*** Provided entries ***

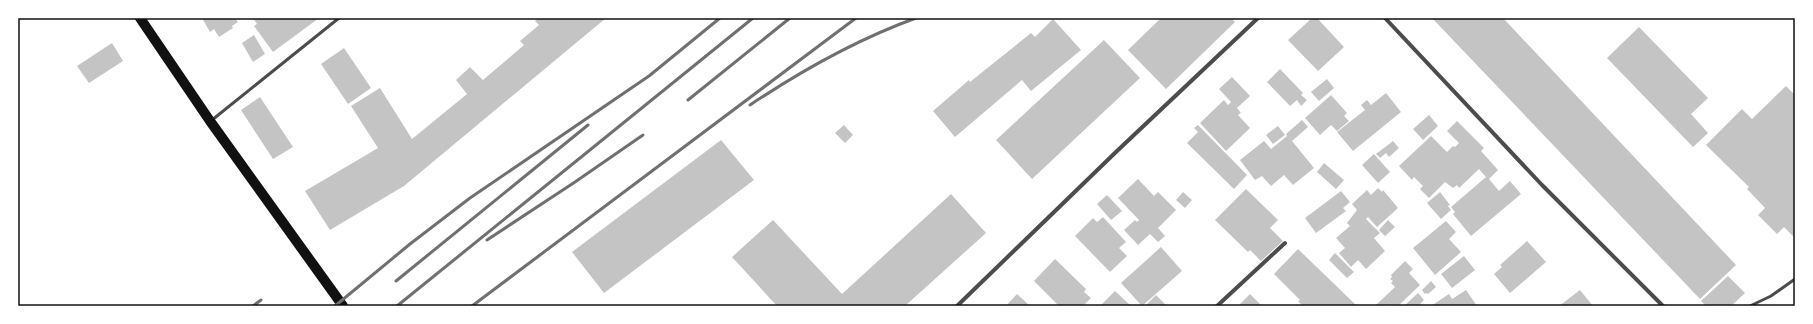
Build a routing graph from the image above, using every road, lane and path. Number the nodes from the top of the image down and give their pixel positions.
1 (140, 18) edge
2 (338, 18) edge
3 (1258, 18) edge
4 (1385, 18) edge
5 (210, 121) junction
6 (1285, 243) dead end
7 (1795, 278) edge
8 (343, 306) edge
9 (957, 306) edge
10 (1217, 306) edge
11 (1663, 306) edge
12 (1750, 306) edge

1 - 5 main road
2 - 5 lane
3 - 9 street
4 - 11 street
5 - 8 main road
6 - 10 street
7 - 12 lane

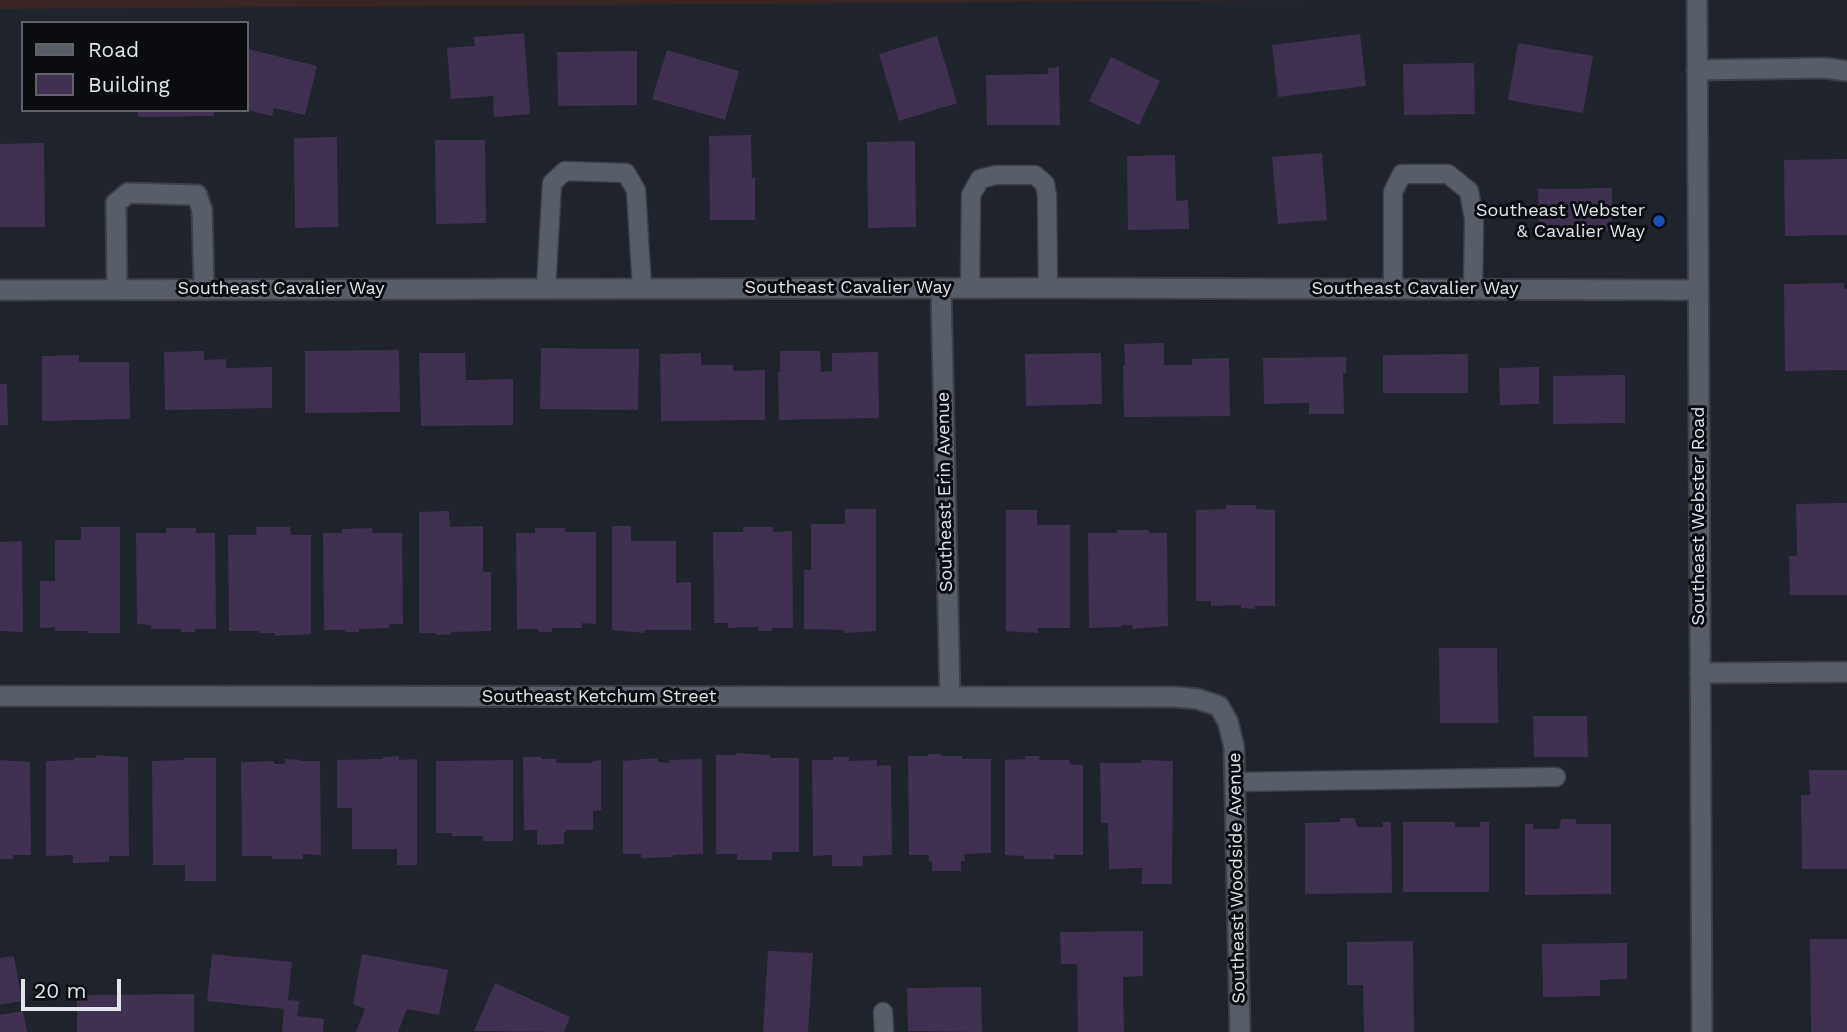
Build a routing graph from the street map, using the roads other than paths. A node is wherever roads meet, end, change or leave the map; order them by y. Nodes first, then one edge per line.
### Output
1 (1697, 0) edge
2 (1697, 70) junction
3 (1847, 71) edge
4 (642, 288) junction
5 (941, 288) junction
6 (970, 288) junction
7 (1048, 288) junction
8 (204, 289) junction
9 (546, 289) junction
10 (1392, 289) junction
11 (1473, 289) junction
12 (0, 290) edge
13 (117, 290) junction
14 (1697, 290) junction
15 (1700, 673) junction
16 (1847, 673) edge
17 (0, 696) edge
18 (950, 697) junction
19 (1198, 699) joint
20 (1556, 777) dead end
21 (1235, 782) junction
22 (883, 1012) dead end
23 (884, 1032) edge
24 (1240, 1032) edge
25 (1702, 1032) edge

1 - 2 street, Southeast Webster Road
2 - 3 street
2 - 14 street, Southeast Webster Road
4 - 5 street, Southeast Cavalier Way
4 - 9 street, Southeast Cavalier Way
4 - 9 lane
5 - 6 street, Southeast Cavalier Way
5 - 18 street, Southeast Erin Avenue
6 - 7 street, Southeast Cavalier Way
6 - 7 lane
7 - 10 street, Southeast Cavalier Way
8 - 9 street, Southeast Cavalier Way
8 - 13 street, Southeast Cavalier Way
8 - 13 street
10 - 11 street, Southeast Cavalier Way
10 - 11 lane
11 - 14 street, Southeast Cavalier Way
12 - 13 street, Southeast Cavalier Way
14 - 15 street, Southeast Webster Road
15 - 16 street
15 - 25 street, Southeast Webster Road
17 - 18 street, Southeast Ketchum Street
18 - 19 street, Southeast Ketchum Street
19 - 21 street, Southeast Woodside Avenue
20 - 21 lane
21 - 24 street, Southeast Woodside Avenue
22 - 23 lane

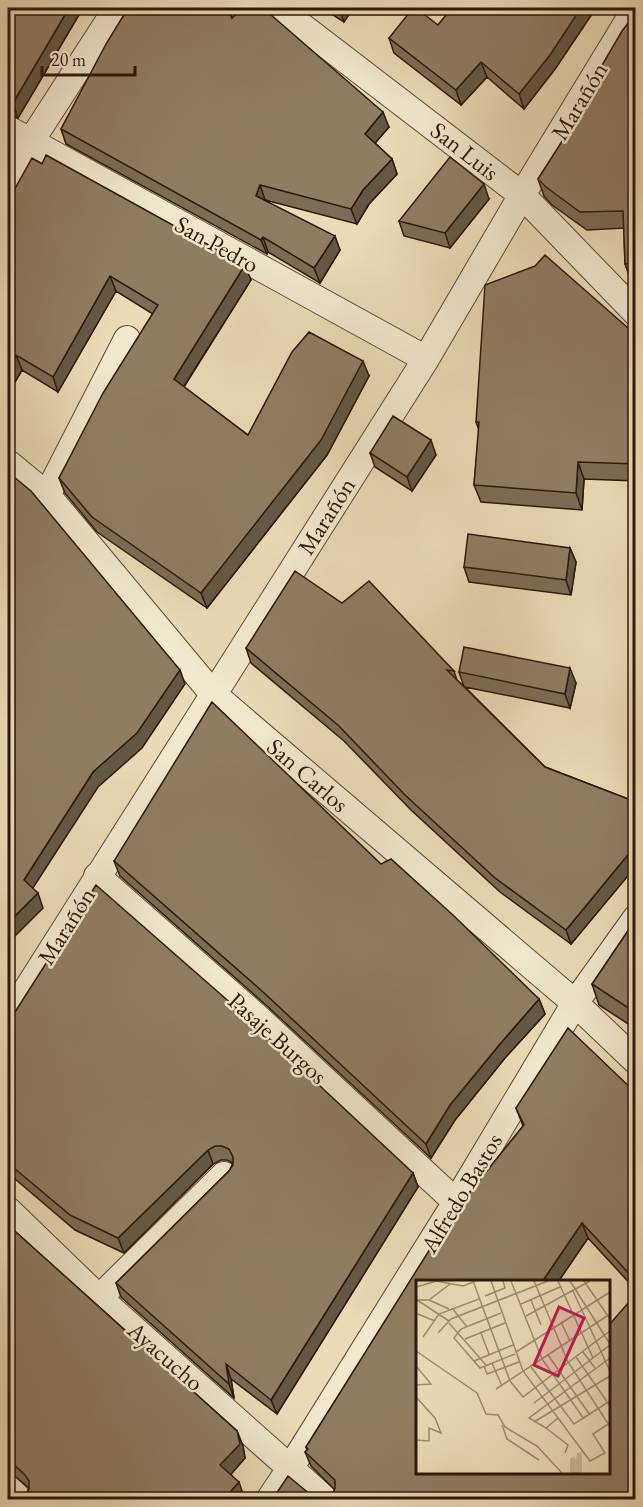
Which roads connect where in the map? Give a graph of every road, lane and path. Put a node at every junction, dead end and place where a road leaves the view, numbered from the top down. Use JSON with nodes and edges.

***

■ Your objective:
The first line of the entries, the line containing "Build a routing graph from the street", and every line between them are to be output exactly; pictures are not.

■ Exercise response:
Build a routing graph from the image above, using every road, lane and path. Number the nodes from the top of the image down and give their pixel positions.
1 (140, 18) edge
2 (338, 18) edge
3 (1258, 18) edge
4 (1385, 18) edge
5 (210, 121) junction
6 (1285, 243) dead end
7 (1795, 278) edge
8 (343, 306) edge
9 (957, 306) edge
10 (1217, 306) edge
11 (1663, 306) edge
12 (1750, 306) edge

1 - 5 main road
2 - 5 lane
3 - 9 street
4 - 11 street
5 - 8 main road
6 - 10 street
7 - 12 lane

Build a routing graph from the street map, using the roads other than paths. A node is wherever roads meet, end, change or leave the map; order them by y. Nodes first, then one edge per line.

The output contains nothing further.